Unless we admit this, we must suppose that similar names for similar objects, and similar inflections for similar moods, tenses, and cases, have been developed independently of community of origin; a doctrine upheld by few, and one which would require the most transcendental philology to support it; a doctrine which, without condemning as unreasonable, we may fairly say has never much influenced the current doctrine of ethnologists.

Admitting it, however, we must recognise a long series of difficult problems; problems that have so rarely been dealt with as to be considered wholly new and foreign; problems that occur whenever two allied tongues are separated from each other by any form of speech other than intermediate. The languages thus related may be ever so like, or ever so unlike; but as long as they are liker to each other than those which intervene, the problem in question will recur, viz., the reconstruction of the state of things that existed before the original separation, and which is implied by the existing points of similarity.

It occurs in Great Britain.
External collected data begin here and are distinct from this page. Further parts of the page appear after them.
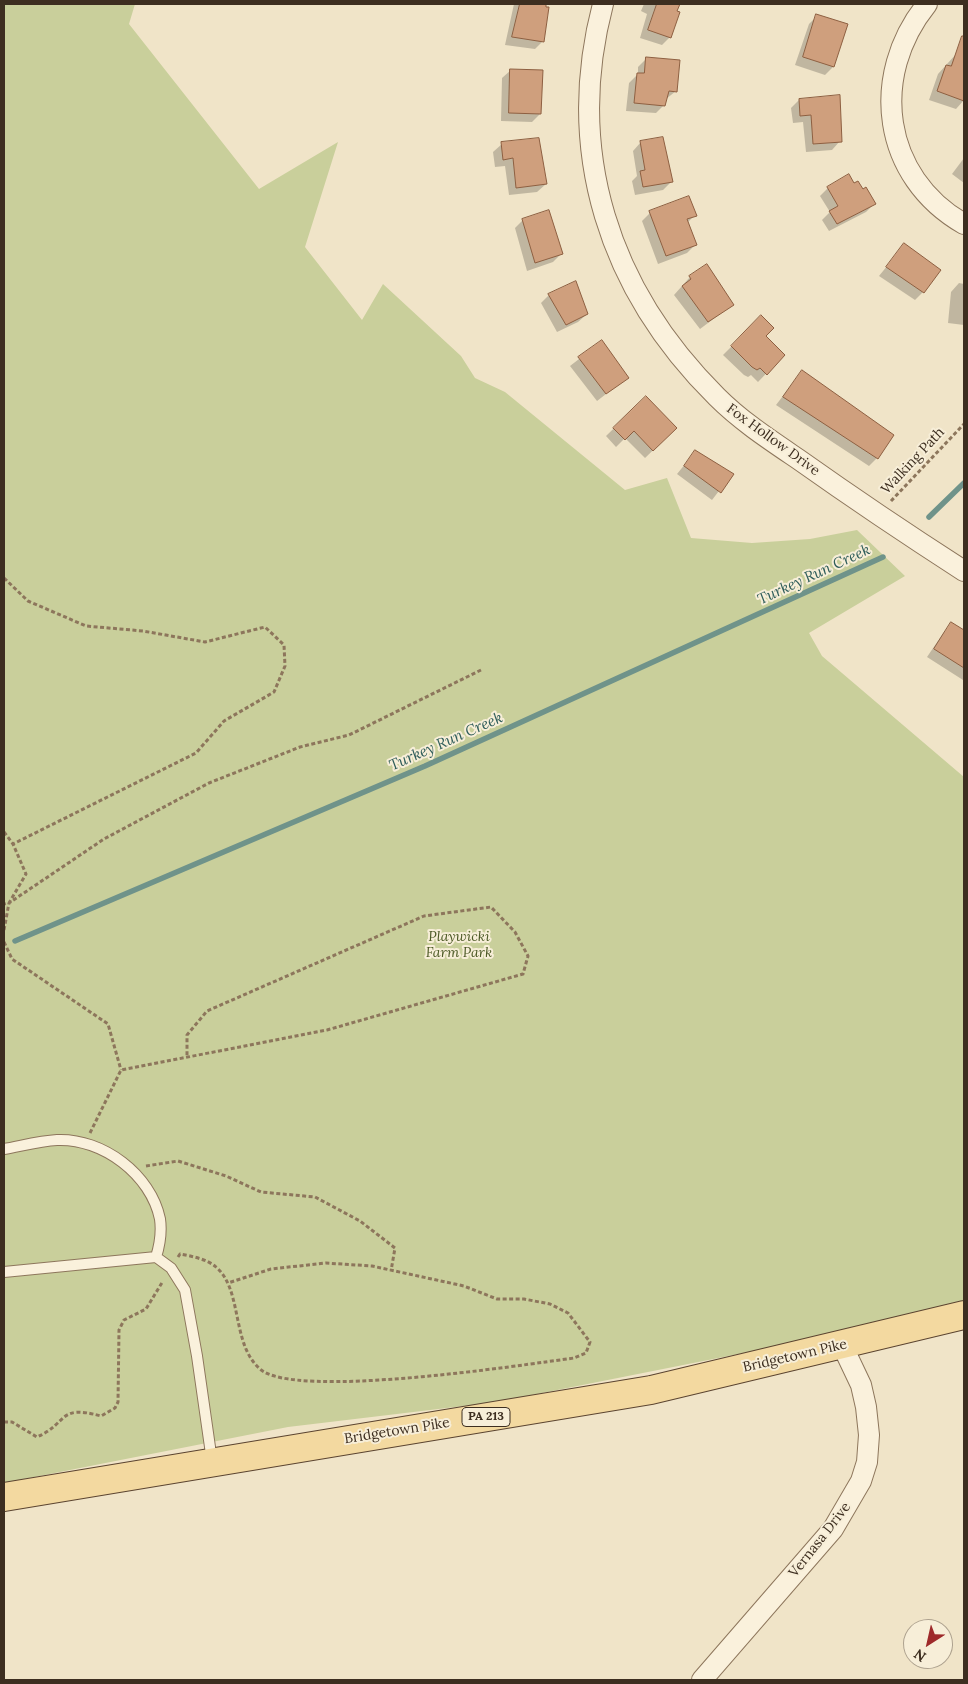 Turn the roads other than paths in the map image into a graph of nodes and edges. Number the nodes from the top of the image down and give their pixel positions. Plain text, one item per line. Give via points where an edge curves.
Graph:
1 (602, 4) edge
2 (927, 4) edge
3 (964, 224) edge
4 (964, 571) edge
5 (4, 1149) edge
6 (156, 1257) junction
7 (4, 1272) edge
8 (964, 1315) edge
9 (842, 1345) junction
10 (212, 1462) junction
11 (4, 1497) edge
12 (702, 1680) edge

1 - 4 street, Fox Hollow Drive via 589,80 588,124 592,166 621,264 645,310 674,350 717,398 741,418
2 - 3 street via 911,25 898,52 892,75 892,121 907,165 923,189 935,203
5 - 6 lane via 58,1140 113,1154 131,1169 149,1192 157,1209 161,1238
6 - 7 lane
6 - 10 lane via 171,1268 185,1290
8 - 9 main road, Bridgetown Pike / PA 213
9 - 10 main road, Bridgetown Pike / PA 213 via 651,1390
9 - 12 street, Vernasa Drive via 866,1407 869,1435 867,1462 861,1481 832,1529
10 - 11 main road, Bridgetown Pike / PA 213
No matter how unlike the Scotch Gaelic and the Welsh may be, they are more like than the English that lies between them.

It occurs, as will soon be seen, in the ethnology of Greece.

It occurs in the question before us; leading to the inference that if both the Keltic of the Cisalpine Gauls, and the Etruscan of Circumpadane Etrurians were less unequivocally Indo-European than the Slavonic of the Norici and the Umbrian of the Umbri, the original occupants of the intervening area must have been neither Gauls nor Etrurians, but one of four things—

1. Members of the class to which the Umbrians belonged—

2. Members of the class to which the Norici belonged—

3. Partly Norici and partly Umbrians—

4. Transitional populations sufficiently different from each to constitute a third class, but sufficiently allied to each to be more Norican or more Umbrian than aught else.

Such is the way in which here, as elsewhere, we must attempt the reconstruction of what may be called areas of original connection.